I’m proud that the SBOE has fought to protect Texans’ hard-earned money; at the last board meeting, we vetoed four of the five finalists up for consideration. But that is where our authority ends.
The vast majority of charter growth in Texas has occurred through expansion amendments under which an existing charter chain is allowed to open additional campuses. Expansions fall entirely under the authority of the TEA and Commissioner Morath. That means a charter could expand to your school district and siphon away funding without you finding out until your taxes go up and bus routes and campuses begin to close.
Fortunately, the Biden Administration has issued new federal rules cracking down on fraud and deception within the charter school industry. Any new charter or expansion applicant must now reach out to the community and hold a public hearing before being granted federal funds. Charter schools must also explain their plans to ensure diversity and provide a community impact analysis.

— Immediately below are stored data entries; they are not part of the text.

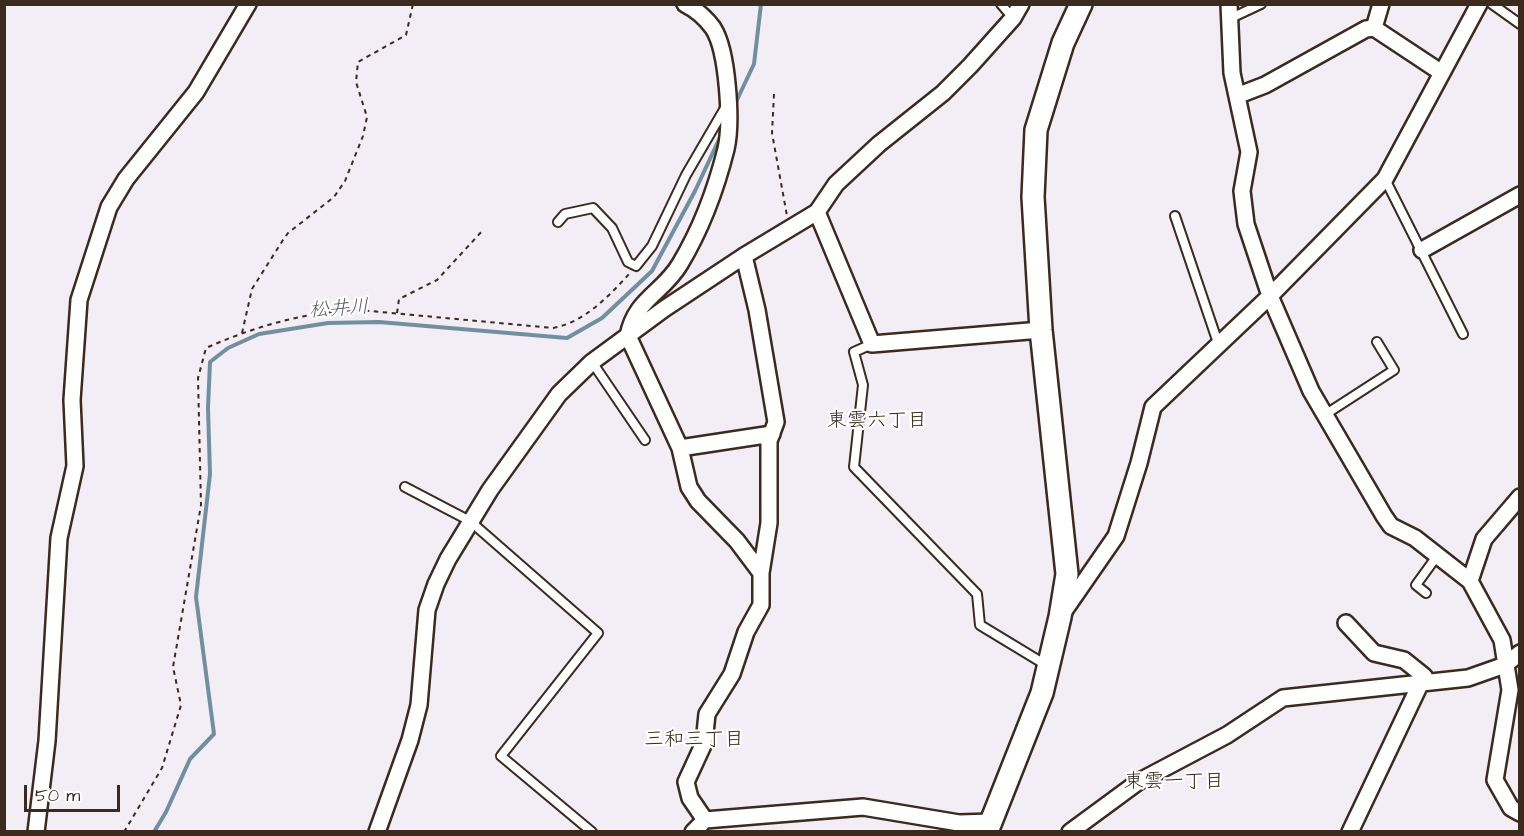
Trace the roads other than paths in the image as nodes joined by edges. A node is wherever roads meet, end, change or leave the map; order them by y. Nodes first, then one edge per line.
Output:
1 (248, 4) edge
2 (685, 4) edge
3 (1001, 4) edge
4 (1081, 4) edge
5 (1261, 4) edge
6 (1381, 4) edge
7 (1479, 4) edge
8 (1492, 4) edge
9 (1017, 11) edge
10 (1229, 12) edge
11 (1520, 24) edge
12 (1374, 28) junction
13 (1442, 73) junction
14 (1239, 95) junction
15 (728, 104) junction
16 (1385, 179) junction
17 (1520, 195) edge
18 (817, 212) junction
19 (1175, 216) dead end
20 (558, 222) dead end
21 (1422, 250) junction
22 (744, 256) junction
23 (1270, 296) junction
24 (1041, 330) junction
25 (1463, 334) dead end
26 (628, 336) junction
27 (1377, 342) dead end
28 (1218, 343) junction
29 (872, 344) junction
30 (592, 362) junction
31 (1326, 414) junction
32 (772, 434) junction
33 (645, 440) dead end
34 (680, 448) junction
35 (405, 487) dead end
36 (1520, 497) edge
37 (470, 521) junction
38 (1437, 556) junction
39 (761, 573) junction
40 (1470, 581) junction
41 (1426, 593) dead end
42 (1060, 617) junction
43 (1346, 623) dead end
44 (1515, 659) edge
45 (1049, 666) junction
46 (1418, 685) junction
47 (1520, 813) edge
48 (990, 827) edge
49 (699, 828) edge
50 (36, 831) edge
51 (377, 831) edge
52 (592, 831) edge
53 (1070, 831) edge
54 (1350, 831) edge

1 - 50 street
2 - 15 street
3 - 9 lane
4 - 24 street
5 - 10 lane
6 - 12 street
7 - 13 street
8 - 11 lane
9 - 18 street
10 - 14 street
12 - 13 street
12 - 14 street
13 - 16 street
14 - 23 street
15 - 20 lane
15 - 26 street
16 - 21 lane
16 - 23 street
17 - 21 street
18 - 22 street
18 - 29 street
19 - 28 lane
21 - 25 lane
22 - 26 street
22 - 32 street
23 - 28 street
23 - 31 street
24 - 29 street
24 - 42 street
26 - 30 street
26 - 34 street
27 - 31 lane
28 - 42 street
29 - 45 lane
30 - 33 lane
30 - 37 street
31 - 38 street
32 - 34 street
32 - 39 street
34 - 39 street
35 - 37 lane
36 - 40 street
37 - 51 street
37 - 52 lane
38 - 40 street
38 - 41 lane
39 - 49 street
40 - 44 street
42 - 45 street
43 - 46 street
44 - 46 street
44 - 47 street
45 - 48 street
46 - 53 street
46 - 54 street
48 - 49 street

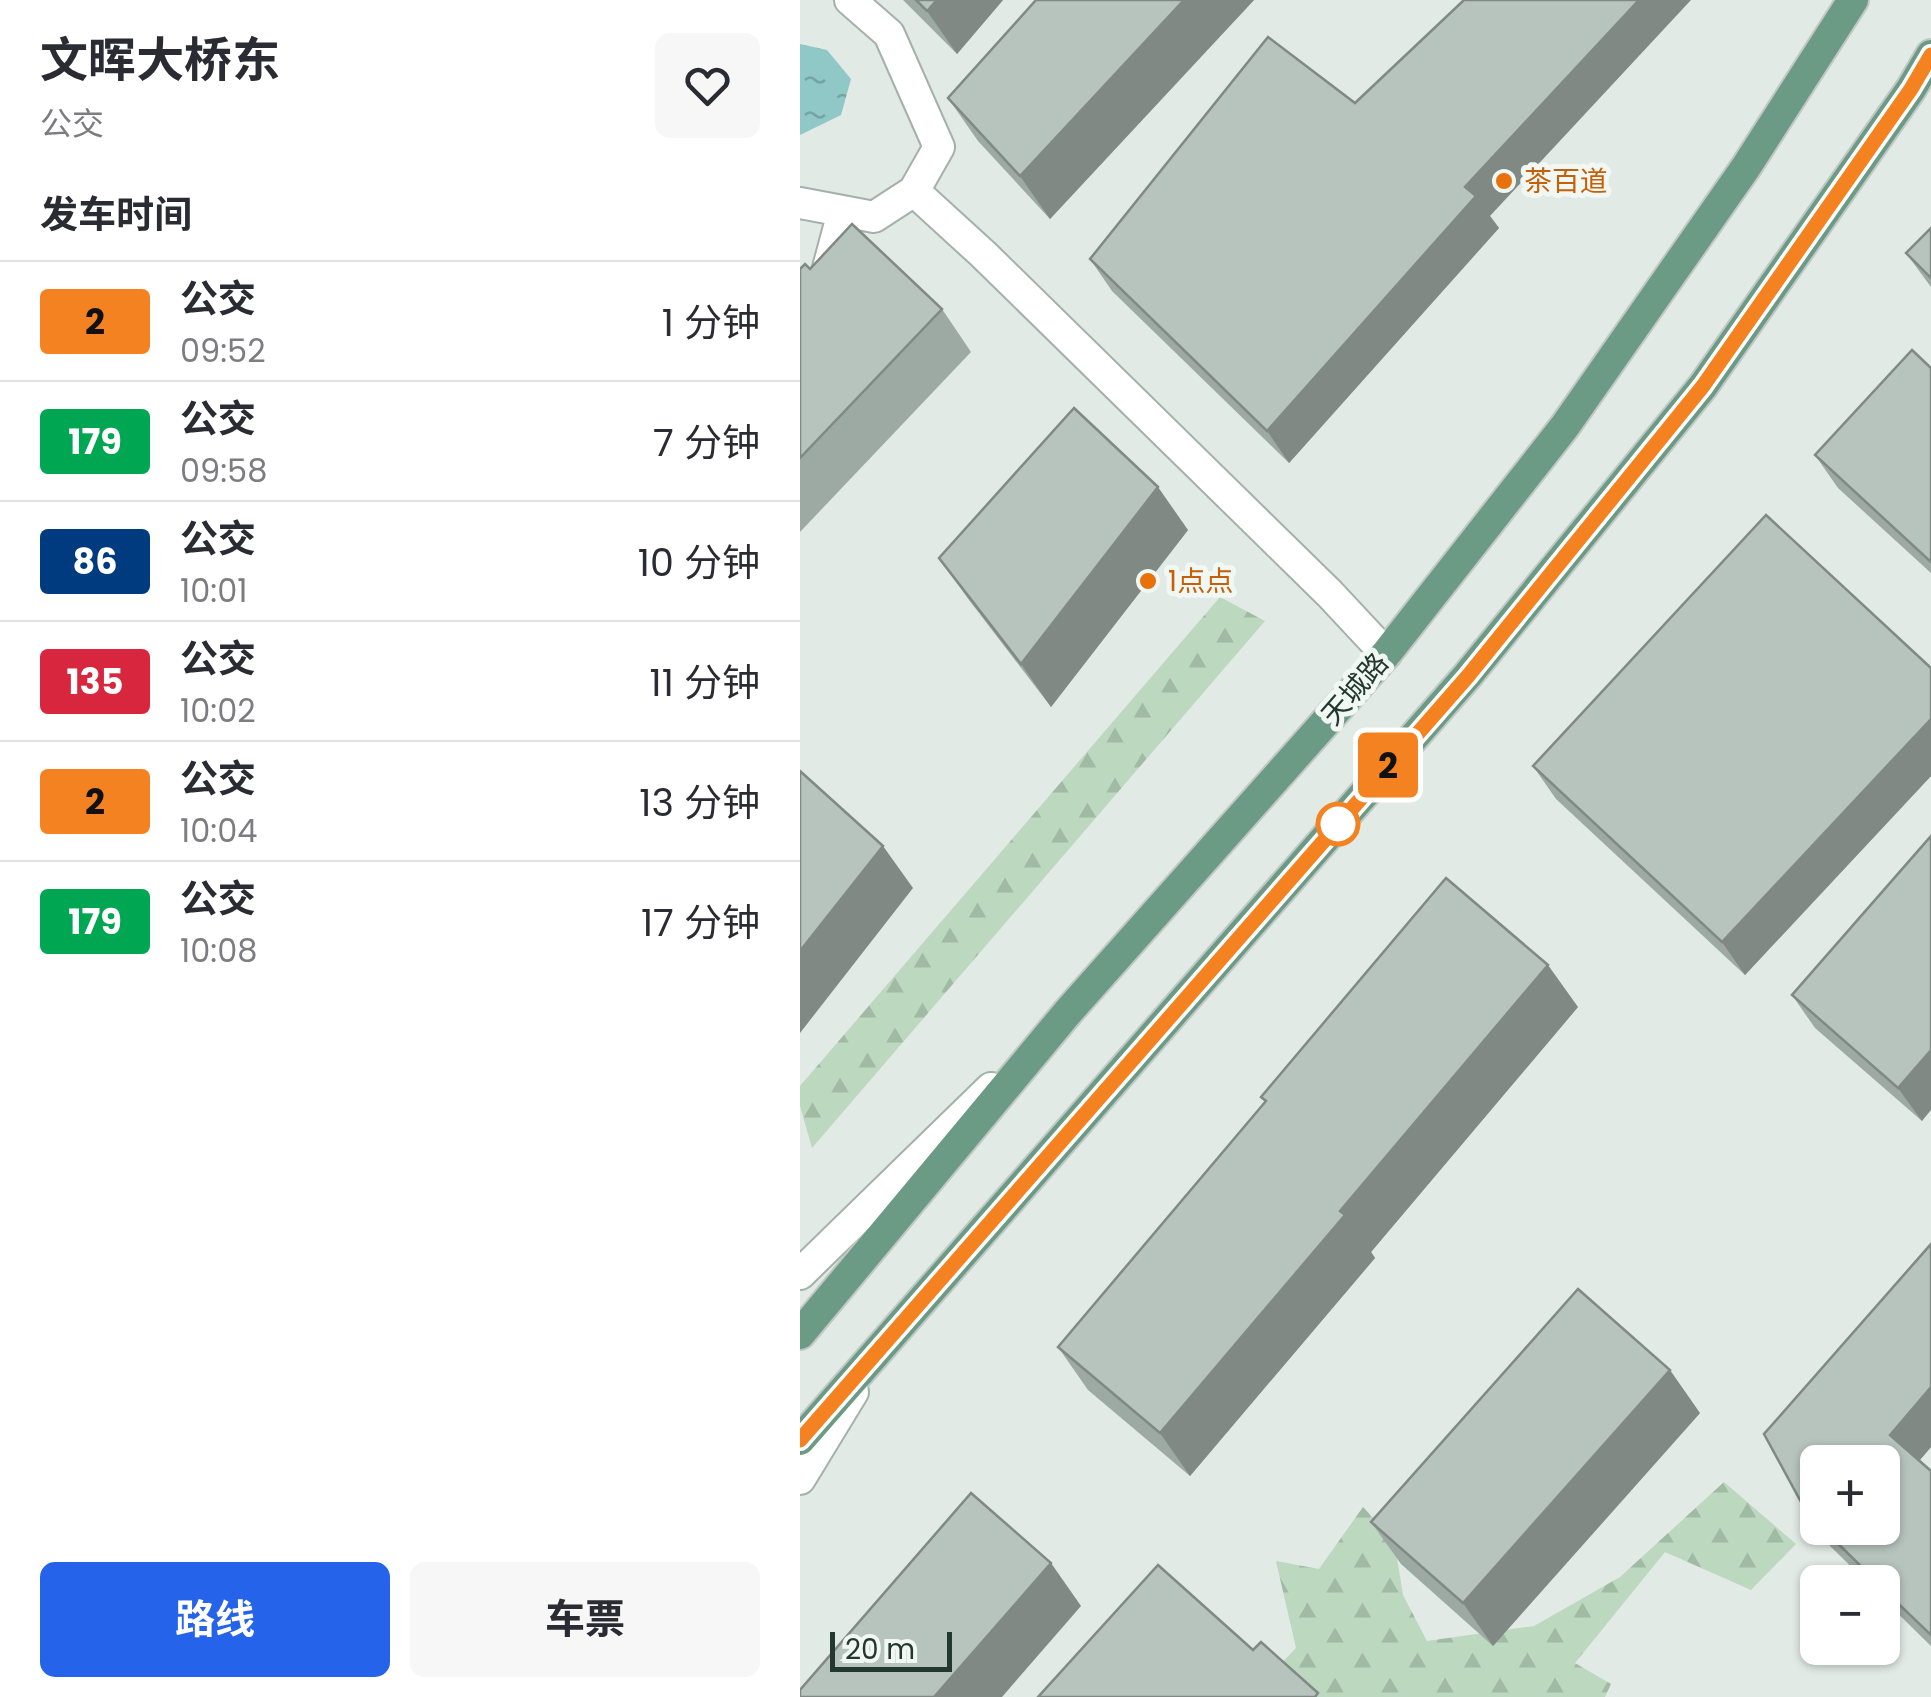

These gains are significant, but the charter school lobby has already engineered a failsafe.
This past election cycle, charter school profiteers led by billionaire Netflix founder Reed Hastings and Walmart heir Jim Walton contributed nearly $2 million to pro-charter candidates in Texas – including candidates for the SBOE. One SBOE candidate received more than $250,000 and several others more than $180,000. Compare that to the $2,000 I spent on my first campaign, and you get the picture – charter tycoons have decided to literally buy the elected body that considers charter applications.
It’s time for an intervention.
The Texas Legislature must expand SBOE authority to include charter expansion amendments and must prohibit SBOE candidates from accepting political contributions from charter schools and organizations that represent them. Texas taxpayers deserve better. Our kids deserve better. Let’s break the addiction before there’s no public school system left to save.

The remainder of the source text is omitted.